James S. Blumenstocksenior vice president of pandemic response and recovery at the Association of State and Territorial Health Officials, confirmed that the three C.D.C. documents were sent to all state and territorial health departments last week. “It is now the time to enhance organizational structure and involve all partners in this planning process going forward,” he said.

Lisa Stromme, a spokeswoman for the Washington State Department of Health, said that her state’s health officials were still at “a very early stage in a planning process,” but were already working toward developing infrastructure that would accommodate the assumptions laid out by the C.D.C.

The C.D.C. documents said that public health administrators should review lessons learned from the 2009 H1N1 pandemic vaccination campaign, which did not have enough doses at the beginning to meet demand.

“It’s good to have a plan out for hospitals and health care systems to prepare” for a potential rollout, said Dr. Taison Bell, a pulmonary and critical care physician at the University of Virginia. But Dr. Bell added that he was concerned that the timeline outlined in the documents “is incredibly ambitious and makes me worry that the administration will prioritize this arbitrary deadline rather than maintaining diligence with following the science.”

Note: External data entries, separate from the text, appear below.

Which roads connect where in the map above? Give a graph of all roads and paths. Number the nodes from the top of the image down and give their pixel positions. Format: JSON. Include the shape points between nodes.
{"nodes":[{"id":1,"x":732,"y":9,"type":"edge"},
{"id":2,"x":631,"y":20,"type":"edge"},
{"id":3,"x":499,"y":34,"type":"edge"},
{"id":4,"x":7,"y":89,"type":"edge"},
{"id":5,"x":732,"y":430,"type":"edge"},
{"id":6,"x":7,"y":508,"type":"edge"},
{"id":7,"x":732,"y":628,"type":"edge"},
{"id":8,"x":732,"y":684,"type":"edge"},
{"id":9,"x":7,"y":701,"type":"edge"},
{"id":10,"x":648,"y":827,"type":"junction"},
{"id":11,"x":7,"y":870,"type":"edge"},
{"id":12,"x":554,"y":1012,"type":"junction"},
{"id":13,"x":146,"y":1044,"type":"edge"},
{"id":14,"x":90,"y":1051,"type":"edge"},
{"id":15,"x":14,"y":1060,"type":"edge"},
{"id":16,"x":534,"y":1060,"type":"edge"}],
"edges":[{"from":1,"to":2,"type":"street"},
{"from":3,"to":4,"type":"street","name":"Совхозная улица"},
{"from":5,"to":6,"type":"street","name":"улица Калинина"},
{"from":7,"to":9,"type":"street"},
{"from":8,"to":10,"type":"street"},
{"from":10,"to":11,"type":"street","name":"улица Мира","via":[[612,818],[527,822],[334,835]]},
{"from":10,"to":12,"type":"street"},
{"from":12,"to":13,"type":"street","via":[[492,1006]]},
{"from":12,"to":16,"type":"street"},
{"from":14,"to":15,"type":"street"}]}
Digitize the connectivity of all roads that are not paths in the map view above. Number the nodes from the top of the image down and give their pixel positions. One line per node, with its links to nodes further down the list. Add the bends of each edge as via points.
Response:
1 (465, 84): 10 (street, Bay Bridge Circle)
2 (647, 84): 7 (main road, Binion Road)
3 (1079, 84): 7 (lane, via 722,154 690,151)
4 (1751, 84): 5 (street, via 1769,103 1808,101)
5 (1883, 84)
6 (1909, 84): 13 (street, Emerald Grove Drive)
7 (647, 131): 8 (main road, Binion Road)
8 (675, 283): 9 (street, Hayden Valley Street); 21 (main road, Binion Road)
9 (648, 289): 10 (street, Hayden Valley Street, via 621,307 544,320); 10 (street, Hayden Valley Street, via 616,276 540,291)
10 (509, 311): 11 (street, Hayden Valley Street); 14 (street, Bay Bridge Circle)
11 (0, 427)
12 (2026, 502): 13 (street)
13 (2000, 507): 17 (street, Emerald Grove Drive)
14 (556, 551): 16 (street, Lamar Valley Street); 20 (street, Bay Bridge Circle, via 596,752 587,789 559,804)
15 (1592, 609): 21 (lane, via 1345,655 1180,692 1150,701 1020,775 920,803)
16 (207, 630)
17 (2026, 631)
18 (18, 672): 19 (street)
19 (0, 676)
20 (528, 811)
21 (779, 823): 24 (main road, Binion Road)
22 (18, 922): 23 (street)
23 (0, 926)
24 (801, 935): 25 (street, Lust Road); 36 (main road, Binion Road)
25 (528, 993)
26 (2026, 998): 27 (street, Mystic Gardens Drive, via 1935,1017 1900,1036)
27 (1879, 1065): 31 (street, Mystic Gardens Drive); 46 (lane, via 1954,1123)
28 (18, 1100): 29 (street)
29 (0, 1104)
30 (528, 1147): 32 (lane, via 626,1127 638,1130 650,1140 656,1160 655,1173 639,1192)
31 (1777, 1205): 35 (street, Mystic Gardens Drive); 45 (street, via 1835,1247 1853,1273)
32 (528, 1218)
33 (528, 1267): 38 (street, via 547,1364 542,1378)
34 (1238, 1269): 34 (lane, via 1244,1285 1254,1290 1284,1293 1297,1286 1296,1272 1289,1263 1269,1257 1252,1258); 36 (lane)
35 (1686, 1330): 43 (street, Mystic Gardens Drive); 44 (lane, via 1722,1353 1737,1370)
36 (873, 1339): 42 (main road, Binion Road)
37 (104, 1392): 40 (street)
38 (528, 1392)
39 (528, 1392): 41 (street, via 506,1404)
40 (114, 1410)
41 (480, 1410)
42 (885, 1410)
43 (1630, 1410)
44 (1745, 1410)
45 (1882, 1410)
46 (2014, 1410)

The technical comparison of Vaccine A and Vaccine B has some echoes of what was discussed at an Aug. 26 meeting of the Advisory Committee on Immunization Practices of the C.D.C. At the meeting, Dr. Kathleen Dooling, a C.D.C. medical officer, laid out three scenarios: Vaccine A, or the Pfizer vaccine, is approved, Vaccine B, the Moderna vaccine, is approved, or both. The requirement that Pfizer’s vaccine be stored at minus 70 degrees Celsius would mean that it couldn’t be administered at most small sites, she said. The C.D.C. documents noted that orders of Vaccine A would go “to large administration sites only.” The Moderna vaccine requires storage at minus 20 degrees Celsius.

The C.D.C. documents said the vaccine would be free to patients, but that providers might not be reimbursed for administrative costs if the vaccine was given an emergency authorization, rather than a standard approval.

Experts worry that the process is unlikely to go off without a hitch, given the last-minute scramble and the mixed messaging so far. “I think distribution is going to be very tricky for the vaccine, particularly if there is a cold storage requirement,” Dr. Bell said.

There are also likely to be challenges administering both doses of the proposed vaccines, which must be given weeks apart, Dr. Dark said. “How are you going to make sure people get both?”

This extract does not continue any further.